Assigned task
Word for word, repeat every entry that appears below.

Top of Data for the task

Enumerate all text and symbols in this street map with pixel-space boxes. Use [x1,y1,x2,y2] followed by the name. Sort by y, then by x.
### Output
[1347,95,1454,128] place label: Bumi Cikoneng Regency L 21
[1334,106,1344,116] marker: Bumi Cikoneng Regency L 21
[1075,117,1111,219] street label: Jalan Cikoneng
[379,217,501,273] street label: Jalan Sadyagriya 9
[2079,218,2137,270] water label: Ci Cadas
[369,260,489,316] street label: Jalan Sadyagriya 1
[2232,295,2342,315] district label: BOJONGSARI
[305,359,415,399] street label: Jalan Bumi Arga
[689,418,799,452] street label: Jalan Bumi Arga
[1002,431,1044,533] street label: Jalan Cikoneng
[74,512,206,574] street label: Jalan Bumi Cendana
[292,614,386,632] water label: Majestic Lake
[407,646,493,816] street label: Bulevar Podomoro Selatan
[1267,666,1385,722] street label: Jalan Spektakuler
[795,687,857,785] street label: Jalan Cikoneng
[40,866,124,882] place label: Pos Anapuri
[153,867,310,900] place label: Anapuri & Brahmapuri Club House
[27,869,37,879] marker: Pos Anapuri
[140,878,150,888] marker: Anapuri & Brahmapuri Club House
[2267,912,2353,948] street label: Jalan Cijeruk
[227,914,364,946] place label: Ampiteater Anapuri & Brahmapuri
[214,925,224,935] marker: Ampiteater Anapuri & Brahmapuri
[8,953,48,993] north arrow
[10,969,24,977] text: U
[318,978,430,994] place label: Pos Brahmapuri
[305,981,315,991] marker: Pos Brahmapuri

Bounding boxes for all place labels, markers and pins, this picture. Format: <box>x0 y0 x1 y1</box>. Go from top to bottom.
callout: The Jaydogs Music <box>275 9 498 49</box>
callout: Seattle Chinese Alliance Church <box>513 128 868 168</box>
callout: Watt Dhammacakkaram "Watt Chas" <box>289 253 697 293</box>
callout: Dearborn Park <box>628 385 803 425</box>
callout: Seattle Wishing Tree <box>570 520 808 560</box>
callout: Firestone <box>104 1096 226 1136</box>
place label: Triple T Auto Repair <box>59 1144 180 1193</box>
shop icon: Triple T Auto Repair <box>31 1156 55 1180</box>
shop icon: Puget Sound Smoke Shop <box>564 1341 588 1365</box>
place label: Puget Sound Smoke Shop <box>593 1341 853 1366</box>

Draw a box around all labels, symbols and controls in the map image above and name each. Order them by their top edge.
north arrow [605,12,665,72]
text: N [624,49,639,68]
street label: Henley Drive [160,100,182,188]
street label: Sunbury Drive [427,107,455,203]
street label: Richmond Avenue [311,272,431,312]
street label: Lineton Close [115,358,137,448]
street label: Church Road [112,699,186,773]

Bottom of Data for the task

Exercise solution
Enumerate all text and symbols in this street map with pixel-space boxes. Use [x1,y1,x2,y2] followed by the name. Sort by y, then by x.
### Output
[1347,95,1454,128] place label: Bumi Cikoneng Regency L 21
[1334,106,1344,116] marker: Bumi Cikoneng Regency L 21
[1075,117,1111,219] street label: Jalan Cikoneng
[379,217,501,273] street label: Jalan Sadyagriya 9
[2079,218,2137,270] water label: Ci Cadas
[369,260,489,316] street label: Jalan Sadyagriya 1
[2232,295,2342,315] district label: BOJONGSARI
[305,359,415,399] street label: Jalan Bumi Arga
[689,418,799,452] street label: Jalan Bumi Arga
[1002,431,1044,533] street label: Jalan Cikoneng
[74,512,206,574] street label: Jalan Bumi Cendana
[292,614,386,632] water label: Majestic Lake
[407,646,493,816] street label: Bulevar Podomoro Selatan
[1267,666,1385,722] street label: Jalan Spektakuler
[795,687,857,785] street label: Jalan Cikoneng
[40,866,124,882] place label: Pos Anapuri
[153,867,310,900] place label: Anapuri & Brahmapuri Club House
[27,869,37,879] marker: Pos Anapuri
[140,878,150,888] marker: Anapuri & Brahmapuri Club House
[2267,912,2353,948] street label: Jalan Cijeruk
[227,914,364,946] place label: Ampiteater Anapuri & Brahmapuri
[214,925,224,935] marker: Ampiteater Anapuri & Brahmapuri
[8,953,48,993] north arrow
[10,969,24,977] text: U
[318,978,430,994] place label: Pos Brahmapuri
[305,981,315,991] marker: Pos Brahmapuri

Bounding boxes for all place labels, markers and pins, this picture. Format: <box>x0 y0 x1 y1</box>. Go from top to bottom.
callout: The Jaydogs Music <box>275 9 498 49</box>
callout: Seattle Chinese Alliance Church <box>513 128 868 168</box>
callout: Watt Dhammacakkaram "Watt Chas" <box>289 253 697 293</box>
callout: Dearborn Park <box>628 385 803 425</box>
callout: Seattle Wishing Tree <box>570 520 808 560</box>
callout: Firestone <box>104 1096 226 1136</box>
place label: Triple T Auto Repair <box>59 1144 180 1193</box>
shop icon: Triple T Auto Repair <box>31 1156 55 1180</box>
shop icon: Puget Sound Smoke Shop <box>564 1341 588 1365</box>
place label: Puget Sound Smoke Shop <box>593 1341 853 1366</box>

Draw a box around all labels, symbols and controls in the map image above and name each. Order them by their top edge.
north arrow [605,12,665,72]
text: N [624,49,639,68]
street label: Henley Drive [160,100,182,188]
street label: Sunbury Drive [427,107,455,203]
street label: Richmond Avenue [311,272,431,312]
street label: Lineton Close [115,358,137,448]
street label: Church Road [112,699,186,773]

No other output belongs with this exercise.